Pobreza extrema afeta 10% dos cearenses
 
Proporção da pobreza extrema é o dobro da média nacional, mas foi reduzida em 38% de 2004 a 2009

 O Instituto de Pesquisa Econômica Aplicada (Ipea) e o Banco do Nordeste (BNB) promoveram nessa quinta-feira, dia 16, em Fortaleza (CE), o seminário A Dimensão e a Medida da Pobreza Extrema no Brasil – O Caso do Ceará. Durante o evento, o técnico de Planejamento e Pesquisa do Ipea Rafael Guerreiro Osório traçou um perfil da pobreza extrema no Ceará.

De acordo com o dados apresentados, 10% da população cearense está abaixo da linha nacional da miséria (renda inferior a R$ 70 por pessoa), o dobro da média nacional (5%). Essa proporção, no entanto, vem caindo nos últimos anos. Em 2004, os mais pobres eram 18% no estado.
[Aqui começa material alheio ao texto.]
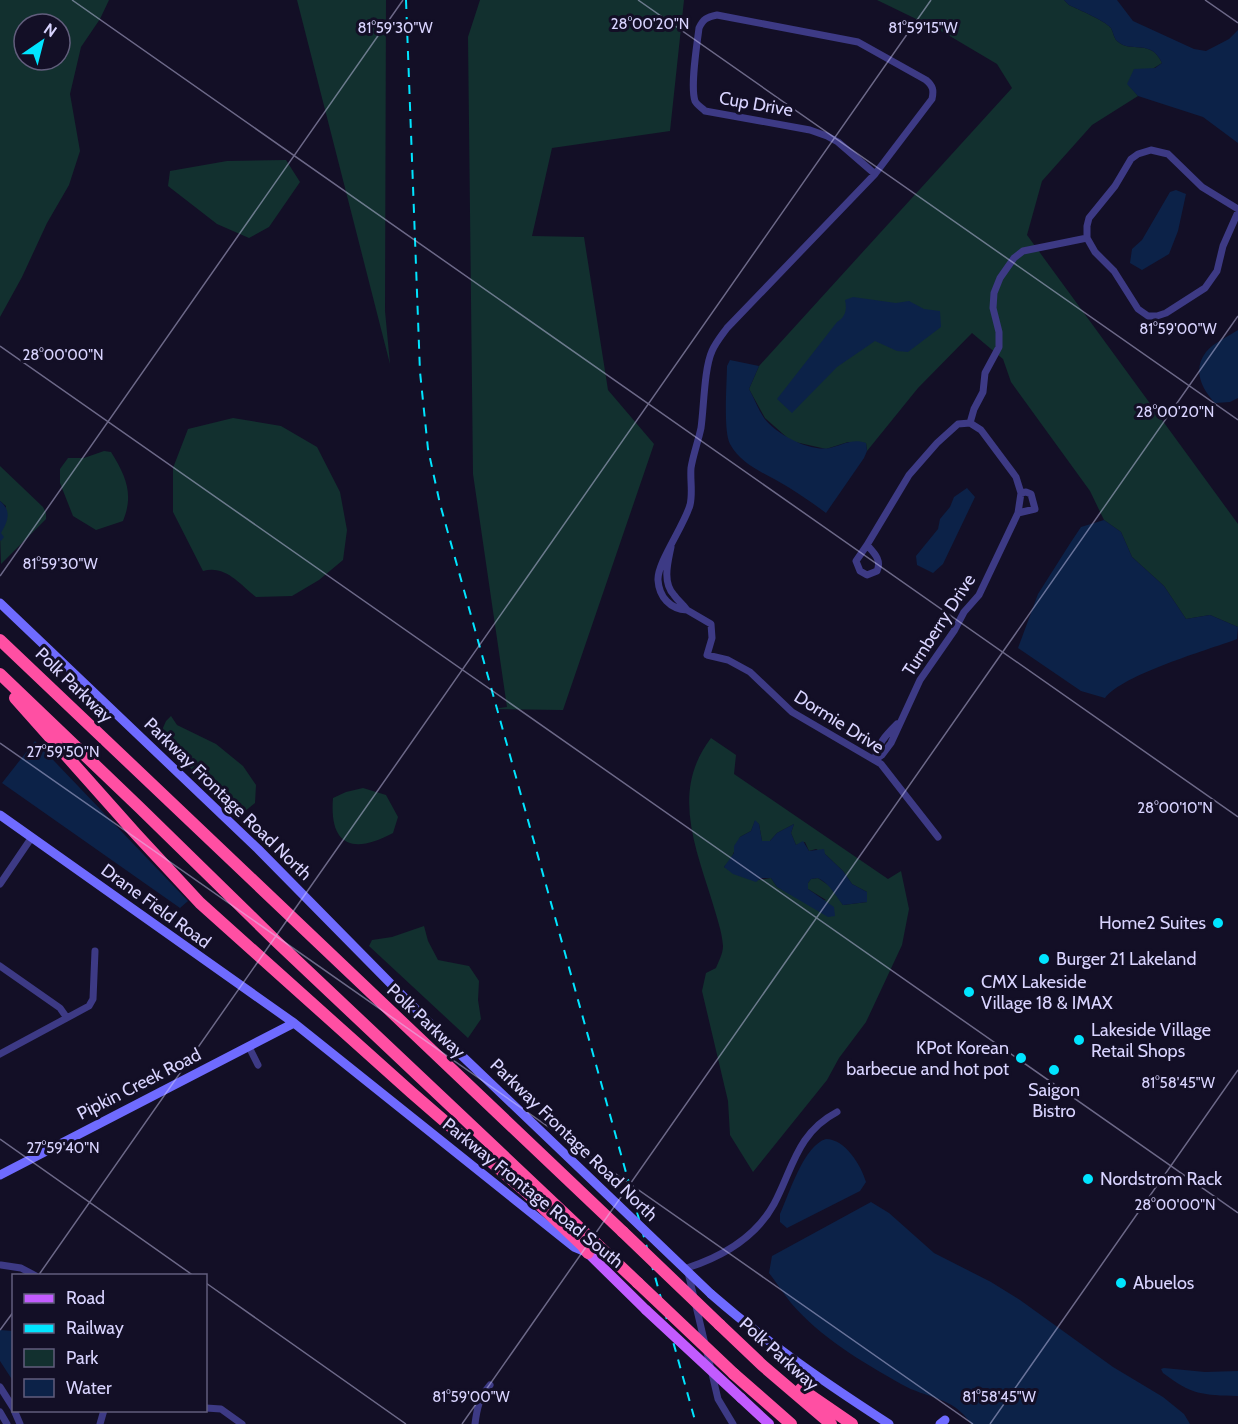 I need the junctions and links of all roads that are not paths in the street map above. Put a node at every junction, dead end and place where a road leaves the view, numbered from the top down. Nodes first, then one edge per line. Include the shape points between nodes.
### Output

A maioria vive na área urbana (56%) e em pequenos municípios (76%). O peso do Programa Bolsa Família na renda média dos cearenses extremamente pobres mais que dobrou entre 2004 e 2009. Hoje 43% da renda monetária dessas famílias vêm de repasses do programa. Apesar da melhoria na renda, ainda é precário o acesso a serviços públicos como o saneamento básico. 77% dos mais pobres do estado não tem acesso à rede de água e esgoto adequada.

A série de encontros regionais organizados pelo Ipea tem traçado um diagnóstico, por estado, da pobreza extrema e é uma contribuição do Instituto para o debate sobre a erradicação da miséria, colocada em pauta com o lançamento do Programa Brasil sem Miséria do governo federal. O próximo seminário será em São Luís (MA), nesta sexta-feira, 17 de junho.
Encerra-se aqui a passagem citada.